Not to mention one of the worst enemies of Womankind

From The Advocate:  http://www.advocate.com/people/2016/9/05/phyllis-schlafly-one-historys-worst-homophobes-dies-92

By Lucas Grindley
September 05 2016

With her death Monday, Phyllis Schlafly is being hailed as a conservative icon, leader and activist. But to LGBT people, she’ll be remembered as one of the worst homophobes of all time.

The Advocate this year named Schlafly among “The 50 Biggest Homophobes of the Last 50 Years.” Even what conservatives would remember as one her most famous accomplishments — creating the Stop ERA group that blocked the Equal Rights Amendment to the U.S. Constitution — was tied up with her homophobic beliefs. Schlafly argued that the ERA, which was designed to stop women from being discriminated against, would lead to same-sex marriage and other rights for gays and lesbians. The scare tactic ensured the amendment fell three states short of ratification at the deadline in 1982.

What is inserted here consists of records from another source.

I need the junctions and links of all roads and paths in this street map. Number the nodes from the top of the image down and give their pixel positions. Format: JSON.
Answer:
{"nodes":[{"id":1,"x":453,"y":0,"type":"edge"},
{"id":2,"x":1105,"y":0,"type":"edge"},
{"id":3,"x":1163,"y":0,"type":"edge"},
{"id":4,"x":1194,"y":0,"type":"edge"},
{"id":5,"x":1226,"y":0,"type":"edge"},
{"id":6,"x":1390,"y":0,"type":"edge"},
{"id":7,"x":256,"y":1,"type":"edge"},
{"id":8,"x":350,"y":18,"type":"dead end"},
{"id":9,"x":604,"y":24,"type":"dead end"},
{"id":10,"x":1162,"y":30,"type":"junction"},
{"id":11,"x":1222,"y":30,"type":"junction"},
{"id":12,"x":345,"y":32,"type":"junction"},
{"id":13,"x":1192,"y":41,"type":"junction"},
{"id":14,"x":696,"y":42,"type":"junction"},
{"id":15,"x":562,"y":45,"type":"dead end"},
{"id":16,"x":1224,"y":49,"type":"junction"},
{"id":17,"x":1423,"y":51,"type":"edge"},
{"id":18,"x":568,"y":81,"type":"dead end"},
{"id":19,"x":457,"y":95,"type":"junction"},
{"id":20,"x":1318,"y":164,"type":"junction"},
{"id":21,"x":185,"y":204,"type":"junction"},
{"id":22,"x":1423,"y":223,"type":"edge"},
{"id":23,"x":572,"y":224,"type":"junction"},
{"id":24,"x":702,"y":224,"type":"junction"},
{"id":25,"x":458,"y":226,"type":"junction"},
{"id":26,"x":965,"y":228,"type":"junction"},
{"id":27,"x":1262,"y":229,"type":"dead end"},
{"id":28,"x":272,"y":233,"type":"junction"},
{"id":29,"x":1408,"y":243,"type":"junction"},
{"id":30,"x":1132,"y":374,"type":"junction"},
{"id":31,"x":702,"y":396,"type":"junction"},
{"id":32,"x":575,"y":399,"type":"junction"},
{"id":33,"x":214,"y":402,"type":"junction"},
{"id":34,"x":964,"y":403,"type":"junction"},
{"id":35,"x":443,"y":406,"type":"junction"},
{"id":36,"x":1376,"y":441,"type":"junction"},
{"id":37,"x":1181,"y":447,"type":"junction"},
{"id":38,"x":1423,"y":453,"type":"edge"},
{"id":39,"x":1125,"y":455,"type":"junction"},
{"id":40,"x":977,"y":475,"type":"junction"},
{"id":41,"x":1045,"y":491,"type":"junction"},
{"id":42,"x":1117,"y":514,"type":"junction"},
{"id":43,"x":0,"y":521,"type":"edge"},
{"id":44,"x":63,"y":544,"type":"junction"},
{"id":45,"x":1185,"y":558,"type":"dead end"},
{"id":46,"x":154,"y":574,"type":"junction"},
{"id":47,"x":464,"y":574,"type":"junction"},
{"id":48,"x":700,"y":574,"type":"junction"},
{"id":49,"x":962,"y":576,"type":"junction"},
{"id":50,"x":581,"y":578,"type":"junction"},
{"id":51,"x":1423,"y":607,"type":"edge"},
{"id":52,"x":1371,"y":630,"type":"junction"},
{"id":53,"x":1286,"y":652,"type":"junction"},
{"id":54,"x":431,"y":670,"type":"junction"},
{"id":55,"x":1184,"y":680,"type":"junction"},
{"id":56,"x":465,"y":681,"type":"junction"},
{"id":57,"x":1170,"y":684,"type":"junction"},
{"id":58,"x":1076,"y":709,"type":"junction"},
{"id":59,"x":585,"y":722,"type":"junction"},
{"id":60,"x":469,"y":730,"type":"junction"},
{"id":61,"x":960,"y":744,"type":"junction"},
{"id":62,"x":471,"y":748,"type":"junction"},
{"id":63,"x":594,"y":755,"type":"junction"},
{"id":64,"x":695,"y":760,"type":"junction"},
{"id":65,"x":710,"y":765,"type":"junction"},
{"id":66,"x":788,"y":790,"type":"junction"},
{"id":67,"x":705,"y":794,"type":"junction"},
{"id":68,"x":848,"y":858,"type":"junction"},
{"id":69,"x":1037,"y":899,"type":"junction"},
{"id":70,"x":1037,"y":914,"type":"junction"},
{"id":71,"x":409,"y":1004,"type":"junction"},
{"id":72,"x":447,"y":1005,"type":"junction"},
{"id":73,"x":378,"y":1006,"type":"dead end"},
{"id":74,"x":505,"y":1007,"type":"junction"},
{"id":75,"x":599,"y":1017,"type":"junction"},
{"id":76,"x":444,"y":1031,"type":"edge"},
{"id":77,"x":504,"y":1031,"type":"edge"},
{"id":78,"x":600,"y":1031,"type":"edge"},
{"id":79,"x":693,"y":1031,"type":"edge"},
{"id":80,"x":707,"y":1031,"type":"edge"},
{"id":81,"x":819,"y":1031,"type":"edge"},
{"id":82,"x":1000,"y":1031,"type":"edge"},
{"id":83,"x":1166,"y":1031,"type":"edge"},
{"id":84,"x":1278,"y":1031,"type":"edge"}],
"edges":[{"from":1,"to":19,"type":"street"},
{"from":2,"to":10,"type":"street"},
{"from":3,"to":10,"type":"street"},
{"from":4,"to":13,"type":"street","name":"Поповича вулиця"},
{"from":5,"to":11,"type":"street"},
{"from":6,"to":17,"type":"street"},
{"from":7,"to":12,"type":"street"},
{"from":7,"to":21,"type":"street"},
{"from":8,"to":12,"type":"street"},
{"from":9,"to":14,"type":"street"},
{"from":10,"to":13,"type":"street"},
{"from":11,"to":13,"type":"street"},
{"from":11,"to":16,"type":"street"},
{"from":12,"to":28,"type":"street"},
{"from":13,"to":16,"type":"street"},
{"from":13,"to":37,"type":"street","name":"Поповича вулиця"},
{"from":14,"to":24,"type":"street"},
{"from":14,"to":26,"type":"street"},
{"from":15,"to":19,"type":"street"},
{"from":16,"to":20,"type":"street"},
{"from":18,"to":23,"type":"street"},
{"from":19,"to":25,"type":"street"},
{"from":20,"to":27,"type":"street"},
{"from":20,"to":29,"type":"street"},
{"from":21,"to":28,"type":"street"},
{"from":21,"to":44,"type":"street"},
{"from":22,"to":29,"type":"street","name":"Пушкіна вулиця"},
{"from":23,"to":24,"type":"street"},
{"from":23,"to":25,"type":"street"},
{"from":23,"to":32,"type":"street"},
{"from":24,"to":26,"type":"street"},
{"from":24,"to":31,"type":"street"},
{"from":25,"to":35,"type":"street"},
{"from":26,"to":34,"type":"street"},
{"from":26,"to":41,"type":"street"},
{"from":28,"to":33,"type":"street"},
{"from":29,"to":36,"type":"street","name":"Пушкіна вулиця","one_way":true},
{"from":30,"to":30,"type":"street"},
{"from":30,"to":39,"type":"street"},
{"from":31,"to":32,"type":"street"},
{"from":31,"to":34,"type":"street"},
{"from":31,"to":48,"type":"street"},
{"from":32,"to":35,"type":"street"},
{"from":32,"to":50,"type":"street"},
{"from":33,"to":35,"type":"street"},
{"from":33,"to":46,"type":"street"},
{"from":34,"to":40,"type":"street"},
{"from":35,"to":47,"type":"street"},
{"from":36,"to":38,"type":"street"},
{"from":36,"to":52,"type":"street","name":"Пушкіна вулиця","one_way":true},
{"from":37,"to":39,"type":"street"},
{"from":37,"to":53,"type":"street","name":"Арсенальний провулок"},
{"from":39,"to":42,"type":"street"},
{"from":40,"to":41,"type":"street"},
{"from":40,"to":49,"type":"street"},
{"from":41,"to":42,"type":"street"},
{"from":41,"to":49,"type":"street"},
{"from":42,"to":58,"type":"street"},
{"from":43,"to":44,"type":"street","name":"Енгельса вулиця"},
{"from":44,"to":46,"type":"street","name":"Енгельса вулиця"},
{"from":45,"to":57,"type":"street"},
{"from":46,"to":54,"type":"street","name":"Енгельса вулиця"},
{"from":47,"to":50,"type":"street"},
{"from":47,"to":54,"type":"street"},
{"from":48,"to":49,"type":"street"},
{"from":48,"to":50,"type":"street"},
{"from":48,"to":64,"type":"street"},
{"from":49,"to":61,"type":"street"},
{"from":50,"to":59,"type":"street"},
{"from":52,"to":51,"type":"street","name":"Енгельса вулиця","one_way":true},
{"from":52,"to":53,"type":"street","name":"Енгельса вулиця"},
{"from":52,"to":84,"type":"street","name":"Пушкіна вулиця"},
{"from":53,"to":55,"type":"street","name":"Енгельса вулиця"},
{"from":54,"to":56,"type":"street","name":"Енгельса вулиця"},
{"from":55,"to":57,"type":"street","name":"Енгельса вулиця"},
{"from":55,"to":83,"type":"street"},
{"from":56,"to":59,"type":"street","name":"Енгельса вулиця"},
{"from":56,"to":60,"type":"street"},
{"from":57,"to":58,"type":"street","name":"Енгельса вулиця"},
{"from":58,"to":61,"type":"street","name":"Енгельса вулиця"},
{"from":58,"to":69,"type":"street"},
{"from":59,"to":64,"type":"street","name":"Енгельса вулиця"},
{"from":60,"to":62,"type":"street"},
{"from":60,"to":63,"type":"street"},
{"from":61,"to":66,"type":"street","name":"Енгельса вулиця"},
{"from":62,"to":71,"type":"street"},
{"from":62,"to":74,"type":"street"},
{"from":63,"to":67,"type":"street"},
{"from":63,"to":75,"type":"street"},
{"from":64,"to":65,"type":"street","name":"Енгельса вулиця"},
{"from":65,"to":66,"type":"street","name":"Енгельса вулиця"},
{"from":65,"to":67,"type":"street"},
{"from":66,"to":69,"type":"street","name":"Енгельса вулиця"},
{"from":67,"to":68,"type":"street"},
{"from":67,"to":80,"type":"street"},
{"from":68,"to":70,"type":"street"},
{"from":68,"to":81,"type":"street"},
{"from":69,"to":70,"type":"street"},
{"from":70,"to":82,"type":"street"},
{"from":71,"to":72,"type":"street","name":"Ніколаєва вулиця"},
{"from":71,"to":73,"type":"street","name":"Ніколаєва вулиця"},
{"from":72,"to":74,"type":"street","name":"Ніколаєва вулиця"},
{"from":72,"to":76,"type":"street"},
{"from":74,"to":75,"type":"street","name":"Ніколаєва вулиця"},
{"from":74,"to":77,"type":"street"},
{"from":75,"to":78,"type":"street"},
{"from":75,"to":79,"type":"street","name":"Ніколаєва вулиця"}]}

Schlafly spent a lifetime trying to prevent LGBT people from gaining equality, while spreading an onslaught of falsehoods — and she did all of it despite having a gay son.

After Republican Sen. Rob Portman of Ohio announced his support for marriage equality — and revealed his son is gay — Schlafly attacked, saying voters would kick him out of office, even though “They’ll feel sorry for him, maybe he was pressured by his son to do this.”

Schlafly certainly never budged on her views about same-sex marriage. After the Supreme Court ruled unconstitutional a key provision of the Defense of Marriage Act, saying the law was clearly motivated by antigay animus, Schlafly was outraged. She stuck by the idea that supporting “traditional marriage” isn’t supporting discrimination. But groups such as Right Wing Watch have extensively catalogued her homophobia while heading up the Eagle Forum, the conservative organization launched by her Stop ERA campaign.

Ahead of the Supreme Court ruling favorably on marriage equality, she called on governors to ignore the justices, who she said “think they’re God or something.” And after the ruling, she kept right on insisting “we don’t have to obey it just because a few judges said so.”

In her syndicated column, she called on Congress to pass a resolution that affirmed the “dignity of opposite-sex married couples,” once again using it to idealize couples where “a provider-husband is the principal breadwinner and his wife is dedicated to the job of homemaker.”

Schlafly said the true purpose of same-sex marriage was to “wipe out the Christian religion.”

“The use of same-sex marriage to attack Christian businesses but not businesses run by members of other religions,” she said, “demonstrates what is really driving the demand for the new constitutional right to same-sex marriage.”

It wasn’t the first time she’d suggested gays and lesbians were faking their support for marriage equality.

“I do think that the main goal of the homosexuals is to silence any criticism,” she said in 2013. “Most of them aren’t interested in getting married.”